**What to do**
Set down the data below from its first line to the line holding "window.onload = function", inclusive; omit all pictures.

**The input**
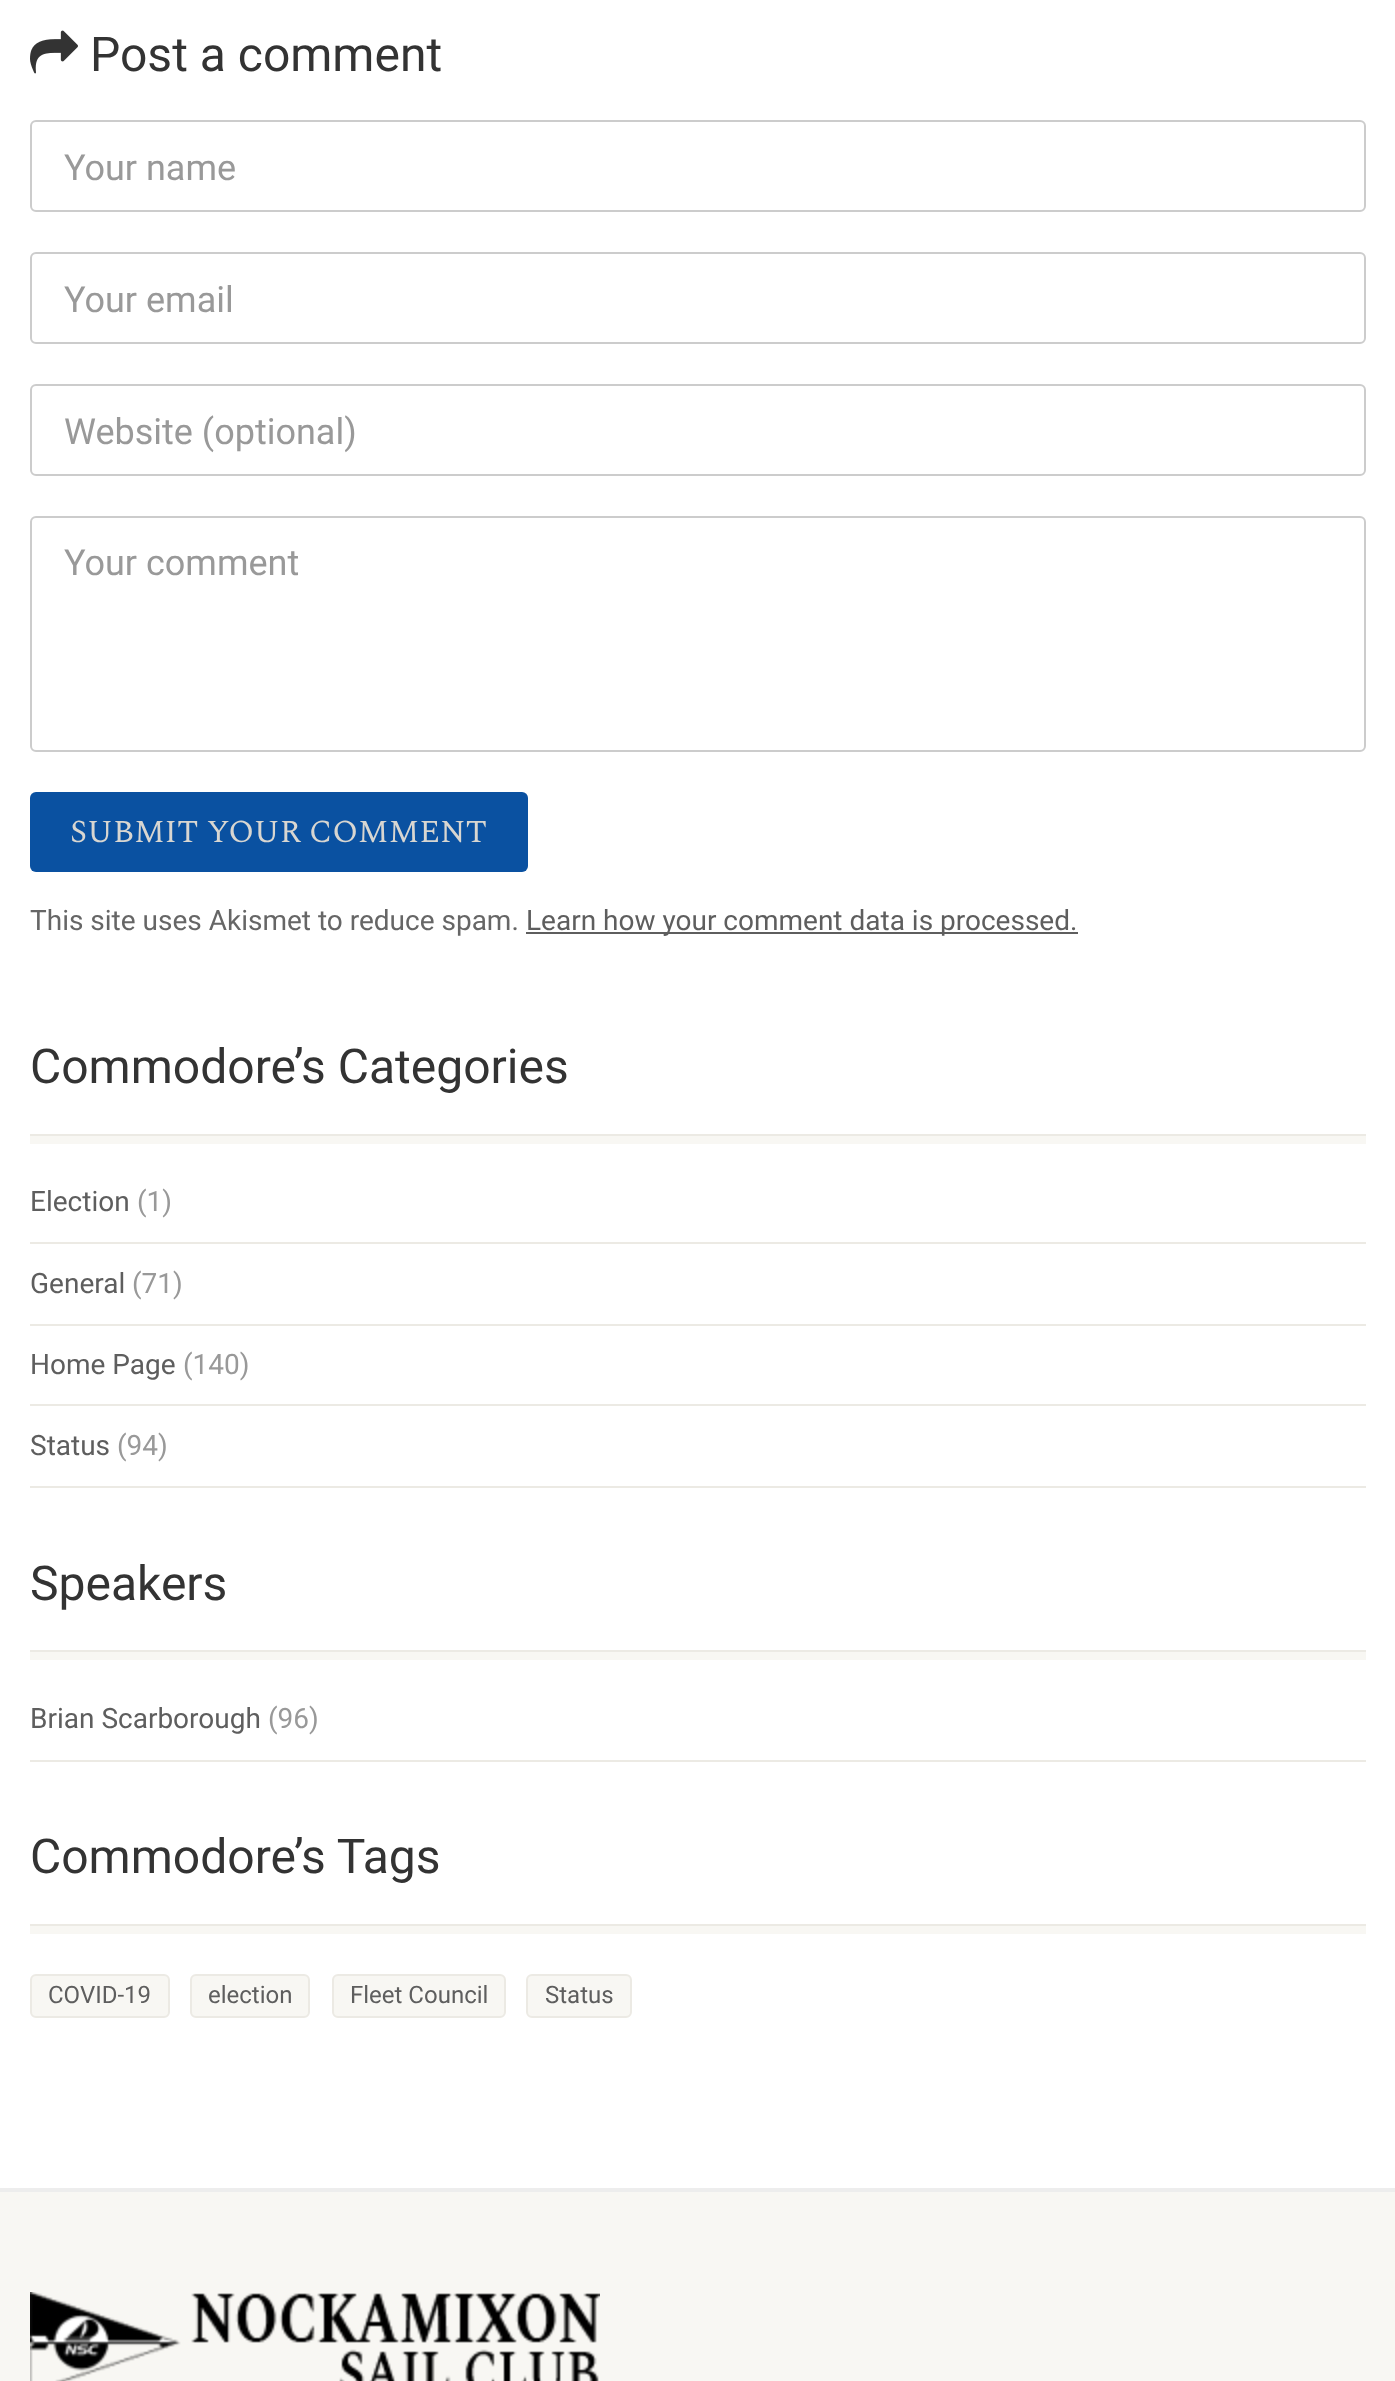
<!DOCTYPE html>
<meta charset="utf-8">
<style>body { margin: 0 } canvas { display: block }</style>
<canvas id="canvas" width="1395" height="2381"></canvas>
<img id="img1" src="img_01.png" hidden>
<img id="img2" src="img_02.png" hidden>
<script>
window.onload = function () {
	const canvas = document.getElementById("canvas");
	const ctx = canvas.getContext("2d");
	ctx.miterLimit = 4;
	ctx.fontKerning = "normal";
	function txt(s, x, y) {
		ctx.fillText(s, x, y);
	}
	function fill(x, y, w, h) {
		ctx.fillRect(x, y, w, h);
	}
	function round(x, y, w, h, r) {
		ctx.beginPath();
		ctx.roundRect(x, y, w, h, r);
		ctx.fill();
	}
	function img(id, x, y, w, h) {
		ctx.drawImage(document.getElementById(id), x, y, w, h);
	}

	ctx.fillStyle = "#FFFFFF";
	fill(0, 0, 1395, 2381);
	img("img1", 30, 30, 48, 44);
	ctx.beginPath();
	ctx.roundRect(31, 121, 1334, 90, 5);
	ctx.strokeStyle = "#CCCCCC";
	ctx.lineWidth = 2;
	ctx.stroke();
	ctx.beginPath();
	ctx.roundRect(31, 253, 1334, 90, 5);
	ctx.stroke();
	ctx.beginPath();
	ctx.roundRect(31, 385, 1334, 90, 5);
	ctx.stroke();
	ctx.beginPath();
	ctx.roundRect(31, 517, 1334, 234, 5);
	ctx.stroke();
	ctx.fillStyle = "#0A51A1";
	round(30, 792, 498, 80, 6);
	ctx.fillStyle = "#5E5E5E";
	fill(526, 932, 552, 2);
	ctx.fillStyle = "#F8F7F3";
	fill(30, 1136, 1336, 8);
	ctx.fillStyle = "#ECEAE4";
	fill(30, 1134, 1336, 2);
	fill(30, 1242, 1336, 2);
	fill(30, 1324, 1336, 2);
	fill(30, 1404, 1336, 2);
	fill(30, 1486, 1336, 2);
	ctx.fillStyle = "#F8F7F3";
	fill(30, 1652, 1336, 8);
	ctx.fillStyle = "#ECEAE4";
	fill(30, 1650, 1336, 2);
	fill(30, 1760, 1336, 2);
	ctx.fillStyle = "#F8F7F3";
	fill(30, 1926, 1336, 8);
	ctx.fillStyle = "#ECEAE4";
	fill(30, 1924, 1336, 2);
	ctx.fillStyle = "#F8F7F3";
	ctx.beginPath();
	ctx.roundRect(31, 1975, 138, 42, 5);
	ctx.fill();
	ctx.strokeStyle = "#ECEAE4";
	ctx.stroke();
	ctx.beginPath();
	ctx.roundRect(191, 1975, 118, 42, 5);
	ctx.fill();
	ctx.stroke();
	ctx.beginPath();
	ctx.roundRect(333, 1975, 172, 42, 5);
	ctx.fill();
	ctx.stroke();
	ctx.beginPath();
	ctx.roundRect(527, 1975, 104, 42, 5);
	ctx.fill();
	ctx.stroke();
	ctx.fillStyle = "#EDEDED";
	fill(0, 2188, 1395, 4);
	ctx.fillStyle = "#F8F7F3";
	fill(0, 2192, 1395, 189);
	img("img2", 30, 2292, 570, 89);
	ctx.font = "48px Roboto";
	ctx.fillStyle = "#333333";
	txt("Post a comment", 90, 71);
	ctx.font = "36px Roboto";
	ctx.fillStyle = "#999999";
	txt("Your name", 64, 180);
	txt("Your email", 64, 312);
	txt("Website (optional)", 64, 444);
	txt("Your comment", 64, 575);
	ctx.font = "32px Spectral";
	ctx.fillStyle = "#D8D6D1";
	txt("SUBMIT YOUR COMMENT", 70, 842);
	ctx.font = "28px Roboto";
	ctx.fillStyle = "#666666";
	txt("This site uses Akismet to reduce spam.", 30, 930);
	ctx.fillStyle = "#5E5E5E";
	txt("Learn how your comment data is processed.", 526, 930);
	ctx.font = "48px Roboto";
	ctx.fillStyle = "#333333";
	txt("Commodore’s Categories", 30, 1083);
	ctx.font = "28px Roboto";
	ctx.fillStyle = "#5E5E5E";
	txt("Election", 30, 1211);
	ctx.fillStyle = "#999999";
	txt("(1)", 137, 1211);
	ctx.fillStyle = "#5E5E5E";
	txt("General", 30, 1293);
	ctx.fillStyle = "#999999";
	txt("(71)", 132, 1293);
	ctx.fillStyle = "#5E5E5E";
	txt("Home Page", 30, 1374);
	ctx.fillStyle = "#999999";
	txt("(140)", 183, 1374);
	ctx.fillStyle = "#5E5E5E";
	txt("Status", 30, 1455);
	ctx.fillStyle = "#999999";
	txt("(94)", 117, 1455);
	ctx.font = "48px Roboto";
	ctx.fillStyle = "#333333";
	txt("Speakers", 30, 1600);
	ctx.font = "28px Roboto";
	ctx.fillStyle = "#5E5E5E";
	txt("Brian Scarborough", 30, 1728);
	ctx.fillStyle = "#999999";
	txt("(96)", 268, 1728);
	ctx.font = "48px Roboto";
	ctx.fillStyle = "#333333";
	txt("Commodore’s Tags", 30, 1873);
	ctx.font = "24px Roboto";
	ctx.fillStyle = "#5E5E5E";
	txt("COVID-19", 48, 2003);
	txt("election", 208, 2003);
	txt("Fleet Council", 350, 2003);
	txt("Status", 545, 2003);
};
</script>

**Worked solution**
<!DOCTYPE html>
<meta charset="utf-8">
<style>body { margin: 0 } canvas { display: block }</style>
<canvas id="canvas" width="1395" height="2381"></canvas>
<img id="img1" src="img_01.png" hidden>
<img id="img2" src="img_02.png" hidden>
<script>
window.onload = function () {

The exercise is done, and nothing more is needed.